On the other, Corbynites need to stop using "Blairite" as a catch-all insult and to accept that the Labour government of 1997-2010 did a huge amount that was genuinely progressive and good, and that reducing this entire legacy to the single word "Iraq" is massively unhelpful and self-defeating. Further, plenty of good Labour MPs clearly don't fall neatly into either of these two opposed camps, and the fact of not being in Corbyn's inner circle doesn't mean these people are wholly devoted to the cult of Blair either. Or to put it another way, people who don't wake up each morning and think "How can I thwart Zionism today?" don't necessarily think the Iraq invasion and PFI in the NHS were great ideas.

Really, there are good things about "Corbynism" that can and should be separated from Corbyn (irksome as that may be to his supporters, but unfortunately necessary given public perception of him), and there are good things about "Blairism" that can and should be separated from Blair (less of a problem, I'd have thought, since the person who mainly cares about Tony Blair's public perception these days is Tony Blair).

And thirdly, Seumas Milne, Len McLuskey and Ken Livingstone, along with people who say "dOnT tRuSt yOuGoV, iTs ToRy pRoPaGaNdA" and anyone identifying as a fucking luxury space communist, should be put at the bottom of a very deep pit, sealed over and forgotten about.
 

version

Well-known member
I really hope this person's wrong.

They have a lot of money on their side, directly and indirectly. New Labour was merely postponing the inevitable. The policies and rhetoric that Labour would have to adopt, now, to be allowed to take power would make what Blair did for Murdoch, the City and George Bush look like Bennism in comparison.

So, thanks to a lot of former Labour MPs choosing defeat over a Corbyn victory for the past four years (including Blair explicitly telling people not to vote Labour and disgraced MPs calling voting Labour unpatriotic), instead it will be the right who deliver ten more years of decline, humiliation and poverty to most working people, until we're about as exploited as Americans currently are.

Then the situation will be much as it is now in the US: the less right-wing of the two parties will be structurally incapable of addressing voters' needs because of patronage and a total reliance on the wealthy for donations (see: Labour's finances during 2014-15). The other will be proto-fascist. Except with a far more technologically advanced arsenal than the current Cambridge Analytica and targeted fake news of the past year.

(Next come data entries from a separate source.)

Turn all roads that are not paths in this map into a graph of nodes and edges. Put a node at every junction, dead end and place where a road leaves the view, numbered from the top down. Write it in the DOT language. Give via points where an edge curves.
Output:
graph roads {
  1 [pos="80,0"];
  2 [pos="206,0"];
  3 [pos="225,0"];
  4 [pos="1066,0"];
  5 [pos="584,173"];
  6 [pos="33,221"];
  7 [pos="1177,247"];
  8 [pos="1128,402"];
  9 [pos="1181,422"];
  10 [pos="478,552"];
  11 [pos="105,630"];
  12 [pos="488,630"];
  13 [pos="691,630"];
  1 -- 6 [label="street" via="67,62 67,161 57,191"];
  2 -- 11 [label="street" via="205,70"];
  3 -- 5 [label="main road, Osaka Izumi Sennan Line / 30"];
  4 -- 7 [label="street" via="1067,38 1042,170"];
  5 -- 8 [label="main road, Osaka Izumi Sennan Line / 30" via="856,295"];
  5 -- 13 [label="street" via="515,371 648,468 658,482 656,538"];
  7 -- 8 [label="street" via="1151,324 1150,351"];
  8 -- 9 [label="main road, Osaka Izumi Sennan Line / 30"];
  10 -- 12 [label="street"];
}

Labour liberals had one chance to stop this. One chance to rekindle straightforward democratic debate and see where it led. One chance to actually practice what their supposed heros preached. Instead they decided to destroy their party rather than give even one inch to a democratically legitimate voice that wasn't theirs.
 

Leo

Well-known member
Don't worry, they are.

The idea that Tony Blair, of all people, is responsible for Labour's drubbing is fucking hilarious.

always easier to point the finger of blame elsewhere.

also, that person's depiction of how the American masses are heinously exploited is, err, a bit OTT.
 

subvert47

I don't fight, I run away
Labour liberals had one chance to stop this. One chance to rekindle straightforward democratic debate and see where it led. One chance to actually practice what their supposed heros preached. Instead they decided to destroy their party rather than give even one inch to a democratically legitimate voice that wasn't theirs.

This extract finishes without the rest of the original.